It's been so long since I have made sweet and sour pork that I can't find the recipe. This just goes to show you how important it is to keep track of those well loved "Family Favorites."

2 teaspoons light soy sauce
1/8 teaspoon white sugar
2 teaspoons corn starch
1 teaspoon sesame oil
Ground black pepper to taste
1 lb pork loin, cut into 1-inch cubes

Whisk together the soy sauce, sugar, 2 teaspoons corn starch, sesame oil, and black pepper in a large bowl. Mix the pork into the marinade and turn until all the pork is covered. Allow to rest for 15 minutes.

1 cup water
2 tablespoons white vinegar
1/4 cup ketchup
1/4 cup white sugar
1 pinch salt
2 teaspoons corn starch
1 dash red food coloring

To make the sauce, whisk together the water, vinegar, ketchup, sugar, salt, corn starch, and red food coloring in a separate bowl. Set aside.

1 egg, beaten
1 cup corn starch
2 cups peanut oil for frying

Dip the pork pieces in the beaten egg, and then dredge in the 1 cup corn starch. Use your hand to press the starch onto the pork, assuring a consistent coating.

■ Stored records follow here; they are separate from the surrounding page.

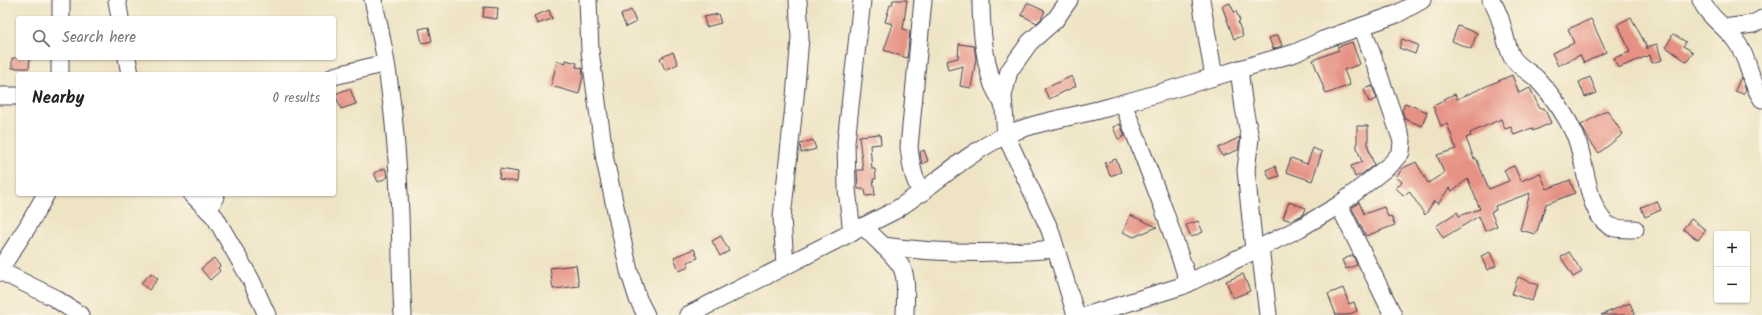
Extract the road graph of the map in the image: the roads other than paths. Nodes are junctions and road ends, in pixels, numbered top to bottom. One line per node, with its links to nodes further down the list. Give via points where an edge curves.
1 (61, 0): 14 (street)
2 (117, 0): 15 (street)
3 (373, 0): 21 (street)
4 (588, 0): 50 (street, via 590,51 605,160 629,271)
5 (798, 0): 44 (street, via 800,38 782,217)
6 (862, 0): 40 (street, via 846,142 848,189)
7 (923, 0): 33 (street, via 909,148 911,165)
8 (981, 0): 31 (street, via 986,56 992,84)
9 (1069, 0): 31 (street, via 1055,20 1030,42 1009,71)
10 (1201, 0): 26 (street)
11 (1422, 0): 17 (street, via 1396,14)
12 (1491, 0): 39 (street, via 1496,6 1513,58 1536,78 1549,94 1575,135 1592,200 1600,214 1608,225 1619,229)
13 (1701, 0): 18 (street)
14 (61, 16)
15 (120, 16)
16 (1762, 19): 18 (street, via 1753,24)
17 (1362, 26): 22 (street, via 1295,53); 37 (street, via 1402,141 1401,152 1391,164)
18 (1724, 28): 29 (street, via 1736,40 1742,51)
19 (60, 60): 23 (street)
20 (127, 60): 24 (street)
21 (386, 63): 25 (street); 49 (street, via 392,102 400,214)
22 (1239, 70): 26 (street); 43 (street, via 1250,138 1246,170)
23 (60, 72)
24 (130, 72)
25 (336, 76)
26 (1214, 77): 30 (street)
27 (0, 96): 28 (street)
28 (16, 96)
29 (1762, 99)
30 (1123, 103): 32 (street, via 1033,124); 46 (street)
31 (1003, 104): 32 (street)
32 (1006, 136): 33 (street, via 979,150); 42 (street, via 1050,230)
33 (922, 193): 40 (street, via 894,212)
34 (45, 196): 45 (street)
35 (194, 196): 38 (street)
36 (215, 196): 38 (street)
37 (1339, 205): 43 (street); 56 (street)
38 (209, 211): 48 (street, via 215,217 251,280)
39 (1635, 229)
40 (858, 230): 41 (street); 44 (street)
41 (883, 246): 42 (street, via 922,251 978,252); 52 (street, via 902,268 905,277)
42 (1055, 249): 53 (street)
43 (1257, 249): 46 (street); 55 (street)
44 (785, 265): 51 (street)
45 (0, 270): 47 (street, via 53,297)
46 (1189, 283): 54 (street)
47 (80, 315)
48 (267, 315)
49 (403, 315)
50 (646, 315)
51 (688, 315)
52 (905, 315)
53 (1076, 315)
54 (1088, 315)
55 (1268, 315)
56 (1393, 315)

1 green bell pepper, cut into large chunks
2 cayenne peppers, sliced
4 slices canned pineapple, chopped
2 cloves garlic, sliced
2 green onions, sliced

Heat the peanut oil in a wok over medium-high heat to a temperature of 375 degrees F.

Fry the pork pieces in the hot oil until crisp and light brown, 4 to 5 minutes. Remove the pork from the oil and drain, keeping the oil hot. Return the drained pork pieces to the hot oil for 30 seconds more. Remove and drain again. Pour off all but 1 tablespoon of oil from the wok.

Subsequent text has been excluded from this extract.